- **Description of the task**
Reproduce the whole listing below exactly.

- **Data excerpts**
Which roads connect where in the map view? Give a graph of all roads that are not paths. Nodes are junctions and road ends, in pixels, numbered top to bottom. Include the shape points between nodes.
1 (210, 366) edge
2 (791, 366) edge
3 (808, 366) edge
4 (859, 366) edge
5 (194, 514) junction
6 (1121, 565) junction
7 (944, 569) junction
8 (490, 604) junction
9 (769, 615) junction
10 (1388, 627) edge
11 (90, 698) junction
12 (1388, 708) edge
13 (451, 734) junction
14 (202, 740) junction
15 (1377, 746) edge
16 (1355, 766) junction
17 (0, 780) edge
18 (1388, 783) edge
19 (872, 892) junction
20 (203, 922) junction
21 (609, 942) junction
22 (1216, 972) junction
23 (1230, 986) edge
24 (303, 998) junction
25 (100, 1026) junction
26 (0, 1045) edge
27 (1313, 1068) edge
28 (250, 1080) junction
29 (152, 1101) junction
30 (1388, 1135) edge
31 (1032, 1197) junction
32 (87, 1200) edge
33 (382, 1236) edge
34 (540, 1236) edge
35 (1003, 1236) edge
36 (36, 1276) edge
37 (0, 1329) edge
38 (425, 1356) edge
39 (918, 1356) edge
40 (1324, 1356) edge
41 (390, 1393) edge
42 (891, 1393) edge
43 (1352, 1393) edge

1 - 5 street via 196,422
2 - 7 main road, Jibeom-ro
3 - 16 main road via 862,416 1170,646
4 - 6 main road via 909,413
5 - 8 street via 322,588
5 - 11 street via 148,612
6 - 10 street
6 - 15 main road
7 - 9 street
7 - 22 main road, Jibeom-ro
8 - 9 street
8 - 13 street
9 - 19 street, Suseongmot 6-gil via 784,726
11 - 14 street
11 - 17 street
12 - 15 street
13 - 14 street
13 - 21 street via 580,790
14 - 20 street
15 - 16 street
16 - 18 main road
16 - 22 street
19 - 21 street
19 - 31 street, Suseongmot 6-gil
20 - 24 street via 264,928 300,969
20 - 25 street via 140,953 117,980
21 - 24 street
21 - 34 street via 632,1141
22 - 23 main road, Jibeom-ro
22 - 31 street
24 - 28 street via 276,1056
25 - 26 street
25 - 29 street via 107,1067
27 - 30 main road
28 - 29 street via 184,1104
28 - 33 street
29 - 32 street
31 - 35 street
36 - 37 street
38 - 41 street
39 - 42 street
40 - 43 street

- **Answer to the problem**
Which roads connect where in the map view? Give a graph of all roads that are not paths. Nodes are junctions and road ends, in pixels, numbered top to bottom. Include the shape points between nodes.
1 (210, 366) edge
2 (791, 366) edge
3 (808, 366) edge
4 (859, 366) edge
5 (194, 514) junction
6 (1121, 565) junction
7 (944, 569) junction
8 (490, 604) junction
9 (769, 615) junction
10 (1388, 627) edge
11 (90, 698) junction
12 (1388, 708) edge
13 (451, 734) junction
14 (202, 740) junction
15 (1377, 746) edge
16 (1355, 766) junction
17 (0, 780) edge
18 (1388, 783) edge
19 (872, 892) junction
20 (203, 922) junction
21 (609, 942) junction
22 (1216, 972) junction
23 (1230, 986) edge
24 (303, 998) junction
25 (100, 1026) junction
26 (0, 1045) edge
27 (1313, 1068) edge
28 (250, 1080) junction
29 (152, 1101) junction
30 (1388, 1135) edge
31 (1032, 1197) junction
32 (87, 1200) edge
33 (382, 1236) edge
34 (540, 1236) edge
35 (1003, 1236) edge
36 (36, 1276) edge
37 (0, 1329) edge
38 (425, 1356) edge
39 (918, 1356) edge
40 (1324, 1356) edge
41 (390, 1393) edge
42 (891, 1393) edge
43 (1352, 1393) edge

1 - 5 street via 196,422
2 - 7 main road, Jibeom-ro
3 - 16 main road via 862,416 1170,646
4 - 6 main road via 909,413
5 - 8 street via 322,588
5 - 11 street via 148,612
6 - 10 street
6 - 15 main road
7 - 9 street
7 - 22 main road, Jibeom-ro
8 - 9 street
8 - 13 street
9 - 19 street, Suseongmot 6-gil via 784,726
11 - 14 street
11 - 17 street
12 - 15 street
13 - 14 street
13 - 21 street via 580,790
14 - 20 street
15 - 16 street
16 - 18 main road
16 - 22 street
19 - 21 street
19 - 31 street, Suseongmot 6-gil
20 - 24 street via 264,928 300,969
20 - 25 street via 140,953 117,980
21 - 24 street
21 - 34 street via 632,1141
22 - 23 main road, Jibeom-ro
22 - 31 street
24 - 28 street via 276,1056
25 - 26 street
25 - 29 street via 107,1067
27 - 30 main road
28 - 29 street via 184,1104
28 - 33 street
29 - 32 street
31 - 35 street
36 - 37 street
38 - 41 street
39 - 42 street
40 - 43 street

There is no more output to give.